DATA
[Start of section]

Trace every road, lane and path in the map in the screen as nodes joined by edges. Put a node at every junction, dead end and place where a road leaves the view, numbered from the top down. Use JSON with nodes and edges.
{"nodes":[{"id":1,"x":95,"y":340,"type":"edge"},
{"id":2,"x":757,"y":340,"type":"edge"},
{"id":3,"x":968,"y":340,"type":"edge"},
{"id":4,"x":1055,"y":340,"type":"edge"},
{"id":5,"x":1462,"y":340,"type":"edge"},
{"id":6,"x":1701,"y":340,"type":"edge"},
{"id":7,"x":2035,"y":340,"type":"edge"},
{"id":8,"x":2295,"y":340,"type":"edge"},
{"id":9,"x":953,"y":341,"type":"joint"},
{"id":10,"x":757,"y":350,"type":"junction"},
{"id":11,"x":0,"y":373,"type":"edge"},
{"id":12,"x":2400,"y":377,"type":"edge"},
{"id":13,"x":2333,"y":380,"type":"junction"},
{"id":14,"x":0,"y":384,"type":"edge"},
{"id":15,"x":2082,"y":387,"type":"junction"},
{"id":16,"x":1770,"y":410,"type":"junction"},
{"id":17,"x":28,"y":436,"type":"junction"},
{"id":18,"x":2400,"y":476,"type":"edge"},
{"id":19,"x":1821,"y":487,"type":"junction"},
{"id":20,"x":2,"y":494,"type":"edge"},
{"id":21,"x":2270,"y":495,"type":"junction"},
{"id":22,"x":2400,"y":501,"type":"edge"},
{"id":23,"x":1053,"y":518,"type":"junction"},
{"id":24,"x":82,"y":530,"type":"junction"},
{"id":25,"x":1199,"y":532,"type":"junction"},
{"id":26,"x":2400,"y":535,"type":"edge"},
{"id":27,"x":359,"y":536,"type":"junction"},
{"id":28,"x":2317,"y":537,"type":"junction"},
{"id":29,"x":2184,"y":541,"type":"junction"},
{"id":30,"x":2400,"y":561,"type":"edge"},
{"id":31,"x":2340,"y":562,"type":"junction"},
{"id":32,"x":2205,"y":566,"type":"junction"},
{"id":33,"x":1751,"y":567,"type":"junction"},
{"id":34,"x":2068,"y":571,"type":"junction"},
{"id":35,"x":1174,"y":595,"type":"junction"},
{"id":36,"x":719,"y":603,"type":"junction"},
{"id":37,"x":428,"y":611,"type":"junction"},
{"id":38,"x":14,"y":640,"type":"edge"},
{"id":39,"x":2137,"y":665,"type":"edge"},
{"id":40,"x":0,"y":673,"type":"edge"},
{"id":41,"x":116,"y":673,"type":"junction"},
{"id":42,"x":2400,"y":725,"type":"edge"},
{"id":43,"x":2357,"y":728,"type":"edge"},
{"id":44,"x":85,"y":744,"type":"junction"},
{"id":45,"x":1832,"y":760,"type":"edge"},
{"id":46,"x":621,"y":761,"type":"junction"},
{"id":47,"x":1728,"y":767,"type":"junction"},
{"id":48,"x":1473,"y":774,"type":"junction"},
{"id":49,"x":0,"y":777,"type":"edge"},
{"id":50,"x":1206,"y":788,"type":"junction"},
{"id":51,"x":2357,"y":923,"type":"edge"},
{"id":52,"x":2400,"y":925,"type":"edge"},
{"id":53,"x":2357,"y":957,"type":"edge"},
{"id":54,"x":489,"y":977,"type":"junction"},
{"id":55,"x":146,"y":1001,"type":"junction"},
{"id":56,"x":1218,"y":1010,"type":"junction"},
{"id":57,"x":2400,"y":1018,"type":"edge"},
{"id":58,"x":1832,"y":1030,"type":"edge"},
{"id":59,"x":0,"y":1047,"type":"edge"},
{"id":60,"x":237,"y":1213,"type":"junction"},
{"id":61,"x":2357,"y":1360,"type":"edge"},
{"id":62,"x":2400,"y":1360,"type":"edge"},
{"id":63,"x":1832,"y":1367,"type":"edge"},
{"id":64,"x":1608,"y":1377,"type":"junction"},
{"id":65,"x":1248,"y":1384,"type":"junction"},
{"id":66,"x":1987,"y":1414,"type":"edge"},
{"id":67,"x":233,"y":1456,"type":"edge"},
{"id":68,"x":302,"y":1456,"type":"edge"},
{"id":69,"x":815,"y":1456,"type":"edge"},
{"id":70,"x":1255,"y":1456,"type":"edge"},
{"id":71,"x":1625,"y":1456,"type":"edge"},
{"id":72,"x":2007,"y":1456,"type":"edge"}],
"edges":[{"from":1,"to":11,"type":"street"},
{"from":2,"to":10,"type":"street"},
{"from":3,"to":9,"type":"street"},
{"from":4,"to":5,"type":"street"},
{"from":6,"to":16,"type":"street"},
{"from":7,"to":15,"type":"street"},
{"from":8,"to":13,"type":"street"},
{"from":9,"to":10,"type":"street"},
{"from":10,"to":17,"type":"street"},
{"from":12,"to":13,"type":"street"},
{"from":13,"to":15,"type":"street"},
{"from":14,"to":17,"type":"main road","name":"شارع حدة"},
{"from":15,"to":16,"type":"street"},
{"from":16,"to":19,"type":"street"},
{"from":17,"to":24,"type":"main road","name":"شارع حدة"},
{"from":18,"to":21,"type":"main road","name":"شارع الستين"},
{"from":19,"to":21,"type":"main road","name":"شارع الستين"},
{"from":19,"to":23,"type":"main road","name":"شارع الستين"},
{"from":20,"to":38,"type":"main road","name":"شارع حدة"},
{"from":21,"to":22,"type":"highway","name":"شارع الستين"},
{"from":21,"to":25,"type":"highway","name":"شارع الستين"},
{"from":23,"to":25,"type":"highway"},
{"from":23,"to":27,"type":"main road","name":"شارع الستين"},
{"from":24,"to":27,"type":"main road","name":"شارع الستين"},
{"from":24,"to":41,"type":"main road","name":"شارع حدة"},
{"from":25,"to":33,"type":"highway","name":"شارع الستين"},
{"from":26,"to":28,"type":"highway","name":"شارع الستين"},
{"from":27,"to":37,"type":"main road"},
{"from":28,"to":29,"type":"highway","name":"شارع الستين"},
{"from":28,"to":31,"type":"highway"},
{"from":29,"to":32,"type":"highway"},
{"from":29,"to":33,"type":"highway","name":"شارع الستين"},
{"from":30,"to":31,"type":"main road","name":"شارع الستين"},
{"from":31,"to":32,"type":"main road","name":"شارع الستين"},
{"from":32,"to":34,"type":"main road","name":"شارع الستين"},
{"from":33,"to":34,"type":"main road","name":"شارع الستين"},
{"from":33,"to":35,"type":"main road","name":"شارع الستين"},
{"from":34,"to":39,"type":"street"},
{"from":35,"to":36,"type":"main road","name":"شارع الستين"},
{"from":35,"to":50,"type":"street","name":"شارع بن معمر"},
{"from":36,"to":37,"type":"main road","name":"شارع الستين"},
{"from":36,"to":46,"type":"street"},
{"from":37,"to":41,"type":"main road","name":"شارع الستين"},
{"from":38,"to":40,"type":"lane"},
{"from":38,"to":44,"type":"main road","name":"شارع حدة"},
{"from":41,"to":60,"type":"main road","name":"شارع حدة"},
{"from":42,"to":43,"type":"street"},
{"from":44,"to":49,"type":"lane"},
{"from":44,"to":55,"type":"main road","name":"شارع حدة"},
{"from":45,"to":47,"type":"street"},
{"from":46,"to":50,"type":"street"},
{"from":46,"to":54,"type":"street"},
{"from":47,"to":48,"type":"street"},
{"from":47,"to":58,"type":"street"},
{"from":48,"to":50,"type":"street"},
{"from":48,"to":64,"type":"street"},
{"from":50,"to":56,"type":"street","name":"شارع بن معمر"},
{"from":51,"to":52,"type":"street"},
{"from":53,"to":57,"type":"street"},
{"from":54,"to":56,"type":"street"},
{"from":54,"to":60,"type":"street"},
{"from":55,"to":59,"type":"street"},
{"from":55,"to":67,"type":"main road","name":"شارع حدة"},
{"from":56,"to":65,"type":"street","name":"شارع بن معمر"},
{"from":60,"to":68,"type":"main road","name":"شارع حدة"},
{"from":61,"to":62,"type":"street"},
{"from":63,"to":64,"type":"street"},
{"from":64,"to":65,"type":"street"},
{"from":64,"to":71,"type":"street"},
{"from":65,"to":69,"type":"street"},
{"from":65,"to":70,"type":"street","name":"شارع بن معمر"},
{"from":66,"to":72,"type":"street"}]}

[End of section]

WHAT YOU ARE ASKED TO DO
Check each line above for "معمر" and state how many match, answering with only the number.

OUTPUT OF THE TASK
4